President Bola Tinubu has revealed that Nigeria will spend an estimated $11.6 billion on debt servicing in 2026, warning that rising repayment obligations are limiting investments in key sectors of the economy.
The figure marks a sharp increase from the $5.21 billion reportedly spent on external debt servicing in 2025, according to data from the Central Bank of Nigeria.
Speaking at the Africa Forward Summit in Nairobi on Tuesday, Tinubu said nearly half of Nigeria’s projected revenue for 2026 would go towards servicing debt under the current global financial system.
According to a statement issued by presidential spokesman Bayo Onanuga, the president said high debt servicing costs are depriving critical sectors of much-needed investment.
“Every single dollar that leaves our treasury to pay punitive interest rates is a dollar that did not go into our steel sector, our textile mills, our agro-processed, or our digital industries,” Tinubu said.
“It is a dollar that did not train a young Nigerian engineer or provide affordable power for our factories.”
The president argued that African countries continue to face unfair treatment in global finance, despite reforms and fiscal adjustments introduced by many governments across the continent.
“Our industrial base is being starved of the blood it needs – long-term, affordable finance – while creditors and rating agencies treat African sovereigns as permanent high-risk borrowers, regardless of our fiscal performance,” he stated.

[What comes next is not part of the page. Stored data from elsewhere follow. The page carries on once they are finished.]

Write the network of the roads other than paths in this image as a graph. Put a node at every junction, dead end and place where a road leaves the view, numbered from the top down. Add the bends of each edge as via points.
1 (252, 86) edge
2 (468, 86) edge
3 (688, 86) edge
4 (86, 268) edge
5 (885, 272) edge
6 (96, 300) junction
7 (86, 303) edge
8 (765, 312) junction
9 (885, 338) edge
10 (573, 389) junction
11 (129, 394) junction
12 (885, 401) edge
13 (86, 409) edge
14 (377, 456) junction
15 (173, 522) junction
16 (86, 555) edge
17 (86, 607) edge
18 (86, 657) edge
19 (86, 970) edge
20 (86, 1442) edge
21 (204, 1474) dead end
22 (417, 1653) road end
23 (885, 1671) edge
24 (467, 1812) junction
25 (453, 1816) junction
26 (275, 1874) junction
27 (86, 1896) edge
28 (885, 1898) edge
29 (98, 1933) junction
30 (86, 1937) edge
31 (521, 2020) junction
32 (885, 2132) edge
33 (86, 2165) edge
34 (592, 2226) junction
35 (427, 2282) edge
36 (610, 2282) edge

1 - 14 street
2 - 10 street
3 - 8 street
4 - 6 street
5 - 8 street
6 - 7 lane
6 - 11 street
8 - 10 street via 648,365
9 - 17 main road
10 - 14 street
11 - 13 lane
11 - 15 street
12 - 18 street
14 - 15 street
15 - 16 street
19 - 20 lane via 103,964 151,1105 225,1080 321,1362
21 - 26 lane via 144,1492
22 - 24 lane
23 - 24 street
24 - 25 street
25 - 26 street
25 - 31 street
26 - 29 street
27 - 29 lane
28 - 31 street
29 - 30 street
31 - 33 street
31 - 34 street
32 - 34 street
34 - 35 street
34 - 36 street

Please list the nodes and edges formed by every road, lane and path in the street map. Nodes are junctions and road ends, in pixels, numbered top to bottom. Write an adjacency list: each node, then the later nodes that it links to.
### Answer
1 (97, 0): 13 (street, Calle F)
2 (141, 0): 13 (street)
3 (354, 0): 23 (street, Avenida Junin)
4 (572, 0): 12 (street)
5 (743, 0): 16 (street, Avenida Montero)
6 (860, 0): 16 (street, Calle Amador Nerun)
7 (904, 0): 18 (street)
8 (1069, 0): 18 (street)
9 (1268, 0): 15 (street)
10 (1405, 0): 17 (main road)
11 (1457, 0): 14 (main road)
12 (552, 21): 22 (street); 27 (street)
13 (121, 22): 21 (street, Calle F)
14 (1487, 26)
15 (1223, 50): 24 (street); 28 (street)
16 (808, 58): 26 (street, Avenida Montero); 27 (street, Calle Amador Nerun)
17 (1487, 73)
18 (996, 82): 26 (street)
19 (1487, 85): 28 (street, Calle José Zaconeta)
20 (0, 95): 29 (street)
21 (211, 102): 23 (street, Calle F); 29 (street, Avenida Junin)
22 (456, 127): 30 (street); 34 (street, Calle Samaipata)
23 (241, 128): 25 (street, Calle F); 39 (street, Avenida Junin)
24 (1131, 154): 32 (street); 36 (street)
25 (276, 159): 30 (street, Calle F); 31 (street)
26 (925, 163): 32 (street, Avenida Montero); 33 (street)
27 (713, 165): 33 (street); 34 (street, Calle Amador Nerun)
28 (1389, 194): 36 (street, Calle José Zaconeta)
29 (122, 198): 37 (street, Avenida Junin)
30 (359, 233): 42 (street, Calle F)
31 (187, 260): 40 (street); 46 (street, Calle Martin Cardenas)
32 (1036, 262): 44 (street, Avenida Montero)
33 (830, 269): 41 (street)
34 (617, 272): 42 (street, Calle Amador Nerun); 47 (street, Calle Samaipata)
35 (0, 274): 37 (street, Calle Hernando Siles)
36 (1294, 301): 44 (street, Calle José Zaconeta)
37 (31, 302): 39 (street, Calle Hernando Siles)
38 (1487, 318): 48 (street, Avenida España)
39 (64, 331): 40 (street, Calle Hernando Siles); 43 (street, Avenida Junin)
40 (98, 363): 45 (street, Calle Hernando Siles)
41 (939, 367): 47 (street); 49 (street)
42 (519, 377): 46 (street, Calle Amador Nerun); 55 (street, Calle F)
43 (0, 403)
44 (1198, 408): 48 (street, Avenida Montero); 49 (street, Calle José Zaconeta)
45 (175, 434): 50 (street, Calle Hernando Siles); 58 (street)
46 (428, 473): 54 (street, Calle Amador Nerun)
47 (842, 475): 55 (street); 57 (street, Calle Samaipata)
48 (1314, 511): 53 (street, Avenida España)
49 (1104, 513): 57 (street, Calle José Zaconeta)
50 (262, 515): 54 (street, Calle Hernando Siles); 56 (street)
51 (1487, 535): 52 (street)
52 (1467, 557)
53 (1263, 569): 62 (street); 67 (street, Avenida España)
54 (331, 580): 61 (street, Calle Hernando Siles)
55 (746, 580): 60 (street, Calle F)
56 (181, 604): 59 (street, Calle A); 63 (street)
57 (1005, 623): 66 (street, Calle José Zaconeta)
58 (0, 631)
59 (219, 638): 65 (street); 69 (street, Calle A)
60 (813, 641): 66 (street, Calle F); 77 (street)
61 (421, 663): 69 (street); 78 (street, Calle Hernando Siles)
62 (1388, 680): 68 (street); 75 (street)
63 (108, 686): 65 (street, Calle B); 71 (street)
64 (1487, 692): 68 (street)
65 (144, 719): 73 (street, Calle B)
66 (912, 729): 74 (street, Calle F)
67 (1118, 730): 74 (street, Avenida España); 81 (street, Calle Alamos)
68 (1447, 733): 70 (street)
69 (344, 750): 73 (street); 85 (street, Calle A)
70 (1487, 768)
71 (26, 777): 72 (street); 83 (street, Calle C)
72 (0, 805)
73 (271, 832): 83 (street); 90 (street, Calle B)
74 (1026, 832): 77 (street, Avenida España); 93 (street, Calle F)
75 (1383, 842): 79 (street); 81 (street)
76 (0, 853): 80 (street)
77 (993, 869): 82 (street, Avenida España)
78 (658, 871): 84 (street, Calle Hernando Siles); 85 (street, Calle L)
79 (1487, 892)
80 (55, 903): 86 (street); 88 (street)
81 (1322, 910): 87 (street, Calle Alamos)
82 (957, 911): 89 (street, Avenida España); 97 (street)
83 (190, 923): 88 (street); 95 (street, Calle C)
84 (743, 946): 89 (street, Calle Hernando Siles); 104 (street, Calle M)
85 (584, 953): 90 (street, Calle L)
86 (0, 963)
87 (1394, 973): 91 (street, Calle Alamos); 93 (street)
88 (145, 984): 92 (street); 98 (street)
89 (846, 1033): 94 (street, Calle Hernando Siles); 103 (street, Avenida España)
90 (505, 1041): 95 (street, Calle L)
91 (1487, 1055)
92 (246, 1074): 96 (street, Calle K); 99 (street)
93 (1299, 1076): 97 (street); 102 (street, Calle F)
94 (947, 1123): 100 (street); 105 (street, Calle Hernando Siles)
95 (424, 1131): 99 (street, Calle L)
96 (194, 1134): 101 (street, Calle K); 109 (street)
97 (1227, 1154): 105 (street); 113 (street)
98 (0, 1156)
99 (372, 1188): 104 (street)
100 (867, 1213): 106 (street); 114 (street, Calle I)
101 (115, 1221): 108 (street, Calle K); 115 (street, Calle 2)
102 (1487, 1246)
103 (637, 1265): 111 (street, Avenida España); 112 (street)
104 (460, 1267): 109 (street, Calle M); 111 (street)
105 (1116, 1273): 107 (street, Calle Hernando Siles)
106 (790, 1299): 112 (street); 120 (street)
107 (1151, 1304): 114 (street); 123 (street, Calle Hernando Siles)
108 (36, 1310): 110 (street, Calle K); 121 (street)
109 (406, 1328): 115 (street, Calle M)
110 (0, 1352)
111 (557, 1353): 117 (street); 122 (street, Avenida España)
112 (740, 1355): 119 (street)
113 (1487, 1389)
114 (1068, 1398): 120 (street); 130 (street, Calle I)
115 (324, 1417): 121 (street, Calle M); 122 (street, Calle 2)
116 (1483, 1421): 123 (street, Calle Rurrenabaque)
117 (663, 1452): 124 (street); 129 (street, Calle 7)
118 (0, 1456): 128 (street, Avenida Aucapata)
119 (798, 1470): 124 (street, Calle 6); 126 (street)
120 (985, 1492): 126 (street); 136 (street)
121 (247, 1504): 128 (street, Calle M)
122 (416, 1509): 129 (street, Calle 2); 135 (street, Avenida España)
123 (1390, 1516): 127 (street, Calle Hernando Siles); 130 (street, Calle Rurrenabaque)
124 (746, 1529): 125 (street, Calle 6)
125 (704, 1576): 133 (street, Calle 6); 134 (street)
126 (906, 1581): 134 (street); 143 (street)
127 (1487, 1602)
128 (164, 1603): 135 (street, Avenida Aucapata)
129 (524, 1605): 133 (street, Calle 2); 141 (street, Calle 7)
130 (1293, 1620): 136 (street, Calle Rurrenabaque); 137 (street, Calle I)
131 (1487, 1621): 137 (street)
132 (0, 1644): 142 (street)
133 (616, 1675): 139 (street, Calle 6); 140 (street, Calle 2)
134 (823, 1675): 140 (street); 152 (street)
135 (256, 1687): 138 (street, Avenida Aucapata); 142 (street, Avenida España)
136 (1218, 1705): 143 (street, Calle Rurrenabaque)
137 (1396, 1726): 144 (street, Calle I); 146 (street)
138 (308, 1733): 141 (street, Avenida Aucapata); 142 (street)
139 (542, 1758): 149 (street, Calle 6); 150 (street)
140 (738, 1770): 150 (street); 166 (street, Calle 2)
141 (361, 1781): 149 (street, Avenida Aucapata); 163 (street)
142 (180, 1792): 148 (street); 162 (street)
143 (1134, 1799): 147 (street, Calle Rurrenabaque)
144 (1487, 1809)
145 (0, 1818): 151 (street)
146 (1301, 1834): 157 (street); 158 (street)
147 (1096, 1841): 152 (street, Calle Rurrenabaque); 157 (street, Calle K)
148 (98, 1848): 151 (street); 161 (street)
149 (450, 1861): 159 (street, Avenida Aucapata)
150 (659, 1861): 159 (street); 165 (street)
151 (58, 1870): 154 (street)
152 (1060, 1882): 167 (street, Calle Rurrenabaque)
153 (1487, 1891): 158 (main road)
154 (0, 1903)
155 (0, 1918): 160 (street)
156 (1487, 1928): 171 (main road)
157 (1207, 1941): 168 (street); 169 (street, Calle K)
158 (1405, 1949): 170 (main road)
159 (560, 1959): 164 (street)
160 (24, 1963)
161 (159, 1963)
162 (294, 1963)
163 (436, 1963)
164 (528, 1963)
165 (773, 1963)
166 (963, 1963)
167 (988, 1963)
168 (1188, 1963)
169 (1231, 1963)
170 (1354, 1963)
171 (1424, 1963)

Tinubu said the current international financial system is frustrating Africa’s industrialisation efforts by making access to affordable capital increasingly difficult.
“How can an African manufacturer compete with a competitor in Europe, Asia, or North America when the cost of borrowing in our nations is five to ten times higher?” he asked.
“How can we build cross-border industrial value chains under the African Continental Free Trade Area when our infrastructure projects face a financing gap deepened by the very institutions meant to bridge it?
“The answer is plain – we cannot. The international financial architecture, as currently constituted, is an instrument of industrial disarmament for Africa.”
The Nigerian leader also defended recent economic reforms introduced by his administration, describing them as “painful, homegrown decisions” aimed at stabilising the economy.
Tinubu listed the removal of petrol subsidies, exchange rate unification, banking recapitalisation, and Nigeria’s exit from the Financial Action Task Force grey list among the reforms implemented.
According to him, the measures have helped lower Nigeria’s debt-to-GDP ratio, projected at 32.3 per cent in 2026, while also boosting external reserves to $45.5 billion and improving investor confidence.
Tinubu added that Nigeria is not seeking charity from the international community but a fair financial system that supports industrialisation across Africa.
“We need a financial system that intentionally enables Africa to industrialise, to process its own minerals, refine its own crude oil, manufacture its own pharmaceuticals, and compete fairly in a global market,” he said.